Collected data entries

■ ■ ■ ■ ■ ■ ■

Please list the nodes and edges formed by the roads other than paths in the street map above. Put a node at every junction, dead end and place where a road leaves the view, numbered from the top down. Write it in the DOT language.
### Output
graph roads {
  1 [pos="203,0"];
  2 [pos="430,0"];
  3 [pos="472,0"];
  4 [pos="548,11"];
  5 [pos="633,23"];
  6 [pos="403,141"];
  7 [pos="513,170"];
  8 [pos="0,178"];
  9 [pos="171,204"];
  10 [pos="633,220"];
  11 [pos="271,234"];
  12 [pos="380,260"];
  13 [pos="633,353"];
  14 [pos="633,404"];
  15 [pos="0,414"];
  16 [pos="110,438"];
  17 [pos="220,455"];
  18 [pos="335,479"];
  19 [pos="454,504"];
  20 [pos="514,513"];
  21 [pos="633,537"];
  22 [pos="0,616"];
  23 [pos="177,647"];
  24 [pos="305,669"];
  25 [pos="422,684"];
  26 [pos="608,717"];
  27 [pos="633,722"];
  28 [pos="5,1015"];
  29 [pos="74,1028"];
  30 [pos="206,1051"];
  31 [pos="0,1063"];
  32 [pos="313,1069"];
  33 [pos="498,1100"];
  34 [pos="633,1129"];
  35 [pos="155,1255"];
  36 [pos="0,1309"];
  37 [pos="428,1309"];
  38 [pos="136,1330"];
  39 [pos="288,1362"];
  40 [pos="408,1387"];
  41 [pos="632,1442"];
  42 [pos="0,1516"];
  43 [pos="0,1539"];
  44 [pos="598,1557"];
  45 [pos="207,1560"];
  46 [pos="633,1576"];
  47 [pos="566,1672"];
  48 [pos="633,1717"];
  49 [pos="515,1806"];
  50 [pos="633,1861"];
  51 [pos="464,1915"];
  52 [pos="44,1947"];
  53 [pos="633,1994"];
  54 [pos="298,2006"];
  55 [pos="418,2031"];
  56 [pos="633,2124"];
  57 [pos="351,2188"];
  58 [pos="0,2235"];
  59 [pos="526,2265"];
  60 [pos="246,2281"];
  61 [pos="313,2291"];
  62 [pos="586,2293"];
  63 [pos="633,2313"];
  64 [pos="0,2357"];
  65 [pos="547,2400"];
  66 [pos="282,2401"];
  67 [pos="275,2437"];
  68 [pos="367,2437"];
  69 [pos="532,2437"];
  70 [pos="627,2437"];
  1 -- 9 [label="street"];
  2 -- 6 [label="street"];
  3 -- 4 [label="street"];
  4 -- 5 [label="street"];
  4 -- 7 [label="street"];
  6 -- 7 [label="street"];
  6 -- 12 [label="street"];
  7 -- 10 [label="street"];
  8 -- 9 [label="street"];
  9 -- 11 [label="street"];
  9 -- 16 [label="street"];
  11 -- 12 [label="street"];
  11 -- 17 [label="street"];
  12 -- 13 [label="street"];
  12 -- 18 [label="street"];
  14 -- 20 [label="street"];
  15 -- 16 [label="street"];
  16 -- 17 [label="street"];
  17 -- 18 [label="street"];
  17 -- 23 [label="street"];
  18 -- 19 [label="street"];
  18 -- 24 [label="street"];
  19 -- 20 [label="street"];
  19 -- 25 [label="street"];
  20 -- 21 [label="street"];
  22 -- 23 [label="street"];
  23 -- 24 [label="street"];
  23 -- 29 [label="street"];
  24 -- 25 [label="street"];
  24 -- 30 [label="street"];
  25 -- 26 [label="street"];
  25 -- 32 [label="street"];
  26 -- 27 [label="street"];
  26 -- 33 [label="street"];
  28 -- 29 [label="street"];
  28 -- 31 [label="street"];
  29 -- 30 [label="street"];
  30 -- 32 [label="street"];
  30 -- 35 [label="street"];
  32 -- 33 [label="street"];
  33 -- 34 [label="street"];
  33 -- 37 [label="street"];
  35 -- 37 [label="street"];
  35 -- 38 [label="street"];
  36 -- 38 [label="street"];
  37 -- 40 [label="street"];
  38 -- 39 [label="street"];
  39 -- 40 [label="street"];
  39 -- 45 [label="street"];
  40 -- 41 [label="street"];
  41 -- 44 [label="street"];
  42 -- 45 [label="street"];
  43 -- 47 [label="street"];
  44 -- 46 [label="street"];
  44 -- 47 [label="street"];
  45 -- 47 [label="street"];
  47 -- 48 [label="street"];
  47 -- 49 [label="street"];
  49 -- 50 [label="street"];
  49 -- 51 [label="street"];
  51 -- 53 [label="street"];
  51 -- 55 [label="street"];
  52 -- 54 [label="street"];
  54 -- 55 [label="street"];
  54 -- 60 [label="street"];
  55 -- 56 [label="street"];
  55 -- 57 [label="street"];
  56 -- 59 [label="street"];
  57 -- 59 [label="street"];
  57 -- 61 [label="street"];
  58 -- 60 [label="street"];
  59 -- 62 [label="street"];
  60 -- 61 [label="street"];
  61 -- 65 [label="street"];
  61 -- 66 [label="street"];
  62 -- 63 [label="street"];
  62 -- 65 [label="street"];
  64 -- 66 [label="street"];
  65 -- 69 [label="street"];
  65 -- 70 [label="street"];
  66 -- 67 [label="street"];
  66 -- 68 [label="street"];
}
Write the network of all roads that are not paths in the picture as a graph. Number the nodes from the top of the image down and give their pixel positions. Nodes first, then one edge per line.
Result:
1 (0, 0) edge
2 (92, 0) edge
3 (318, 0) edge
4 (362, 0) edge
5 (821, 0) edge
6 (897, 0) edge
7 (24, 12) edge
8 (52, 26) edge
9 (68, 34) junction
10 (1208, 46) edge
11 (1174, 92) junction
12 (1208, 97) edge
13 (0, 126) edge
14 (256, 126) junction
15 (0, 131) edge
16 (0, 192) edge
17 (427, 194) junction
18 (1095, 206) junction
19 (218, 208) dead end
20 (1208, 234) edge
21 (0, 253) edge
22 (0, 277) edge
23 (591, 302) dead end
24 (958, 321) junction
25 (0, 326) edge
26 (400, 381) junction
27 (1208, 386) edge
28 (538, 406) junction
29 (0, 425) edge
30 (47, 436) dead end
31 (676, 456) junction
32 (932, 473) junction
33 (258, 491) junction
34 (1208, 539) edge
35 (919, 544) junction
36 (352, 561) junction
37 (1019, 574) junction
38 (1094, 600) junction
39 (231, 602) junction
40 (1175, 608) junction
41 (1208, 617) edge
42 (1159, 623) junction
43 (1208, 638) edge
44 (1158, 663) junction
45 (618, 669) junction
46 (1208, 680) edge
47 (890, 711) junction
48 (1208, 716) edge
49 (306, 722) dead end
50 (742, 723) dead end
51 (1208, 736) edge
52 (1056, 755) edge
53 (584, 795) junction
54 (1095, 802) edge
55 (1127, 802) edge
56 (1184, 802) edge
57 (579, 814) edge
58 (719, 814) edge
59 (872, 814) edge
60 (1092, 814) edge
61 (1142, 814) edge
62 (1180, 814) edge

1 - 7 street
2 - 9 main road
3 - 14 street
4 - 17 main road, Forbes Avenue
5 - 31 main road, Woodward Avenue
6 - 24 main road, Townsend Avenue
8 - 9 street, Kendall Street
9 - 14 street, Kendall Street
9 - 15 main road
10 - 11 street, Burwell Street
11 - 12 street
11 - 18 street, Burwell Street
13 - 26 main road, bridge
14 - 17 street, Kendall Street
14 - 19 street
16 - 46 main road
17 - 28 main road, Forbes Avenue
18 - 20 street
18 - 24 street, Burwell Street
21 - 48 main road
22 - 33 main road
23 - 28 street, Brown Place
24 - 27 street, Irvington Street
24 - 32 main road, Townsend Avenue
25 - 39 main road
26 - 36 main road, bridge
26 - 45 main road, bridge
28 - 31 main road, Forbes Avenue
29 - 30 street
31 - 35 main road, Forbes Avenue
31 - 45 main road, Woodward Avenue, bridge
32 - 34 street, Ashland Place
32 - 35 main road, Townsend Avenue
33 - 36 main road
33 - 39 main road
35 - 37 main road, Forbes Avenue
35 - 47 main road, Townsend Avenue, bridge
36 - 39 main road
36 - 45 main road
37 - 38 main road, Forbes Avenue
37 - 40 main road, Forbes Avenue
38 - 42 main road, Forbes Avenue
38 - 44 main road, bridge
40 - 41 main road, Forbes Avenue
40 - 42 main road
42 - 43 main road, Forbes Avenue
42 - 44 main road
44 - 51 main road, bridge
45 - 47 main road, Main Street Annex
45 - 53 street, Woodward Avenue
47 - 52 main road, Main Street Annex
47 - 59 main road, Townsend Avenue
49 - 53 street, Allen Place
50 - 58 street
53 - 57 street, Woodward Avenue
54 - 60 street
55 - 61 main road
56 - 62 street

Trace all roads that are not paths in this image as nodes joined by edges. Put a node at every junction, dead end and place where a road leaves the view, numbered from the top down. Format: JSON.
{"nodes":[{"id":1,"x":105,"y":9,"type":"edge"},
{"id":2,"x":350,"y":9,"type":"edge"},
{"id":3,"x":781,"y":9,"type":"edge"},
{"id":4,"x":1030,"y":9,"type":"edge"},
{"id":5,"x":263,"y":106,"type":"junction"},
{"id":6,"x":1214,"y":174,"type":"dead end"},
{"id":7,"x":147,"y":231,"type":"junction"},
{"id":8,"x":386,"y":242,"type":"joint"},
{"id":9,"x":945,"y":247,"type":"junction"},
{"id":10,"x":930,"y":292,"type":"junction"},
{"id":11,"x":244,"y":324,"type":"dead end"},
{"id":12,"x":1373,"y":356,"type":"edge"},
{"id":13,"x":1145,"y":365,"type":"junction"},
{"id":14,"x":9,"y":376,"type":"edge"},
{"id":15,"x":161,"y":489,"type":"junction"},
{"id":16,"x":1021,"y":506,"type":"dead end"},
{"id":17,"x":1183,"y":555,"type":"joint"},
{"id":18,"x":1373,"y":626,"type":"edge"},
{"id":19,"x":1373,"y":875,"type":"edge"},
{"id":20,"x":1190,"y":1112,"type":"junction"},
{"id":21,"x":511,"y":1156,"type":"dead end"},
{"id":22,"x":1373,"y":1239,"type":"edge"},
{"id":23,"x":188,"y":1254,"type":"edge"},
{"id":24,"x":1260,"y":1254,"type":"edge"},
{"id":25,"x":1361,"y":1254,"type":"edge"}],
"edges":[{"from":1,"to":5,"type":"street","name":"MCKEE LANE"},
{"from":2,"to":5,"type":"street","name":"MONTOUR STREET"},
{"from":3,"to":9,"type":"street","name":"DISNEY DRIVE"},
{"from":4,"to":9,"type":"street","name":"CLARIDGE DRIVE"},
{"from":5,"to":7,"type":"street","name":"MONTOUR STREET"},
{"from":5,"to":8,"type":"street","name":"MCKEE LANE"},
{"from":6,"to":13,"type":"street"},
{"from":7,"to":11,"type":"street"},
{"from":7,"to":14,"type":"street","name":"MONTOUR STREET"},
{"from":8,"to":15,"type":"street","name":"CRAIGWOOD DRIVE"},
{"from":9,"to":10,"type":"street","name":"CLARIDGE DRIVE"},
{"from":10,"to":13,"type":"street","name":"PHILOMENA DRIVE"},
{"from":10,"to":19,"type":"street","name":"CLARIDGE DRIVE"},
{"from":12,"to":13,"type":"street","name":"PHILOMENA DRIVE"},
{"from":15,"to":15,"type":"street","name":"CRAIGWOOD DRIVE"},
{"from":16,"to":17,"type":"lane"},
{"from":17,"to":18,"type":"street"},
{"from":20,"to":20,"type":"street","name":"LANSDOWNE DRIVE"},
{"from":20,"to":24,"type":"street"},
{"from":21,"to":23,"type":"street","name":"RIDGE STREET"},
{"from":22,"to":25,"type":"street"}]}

■ ■ ■ ■ ■ ■ ■

#### WHAT THE TASK REQUIRES:
Copy each line from the data that features the string "image".

#### ANSWER SECTION:
Write the network of all roads that are not paths in the picture as a graph. Number the nodes from the top of the image down and give their pixel positions. Nodes first, then one edge per line.
Trace all roads that are not paths in this image as nodes joined by edges. Put a node at every junction, dead end and place where a road leaves the view, numbered from the top down. Format: JSON.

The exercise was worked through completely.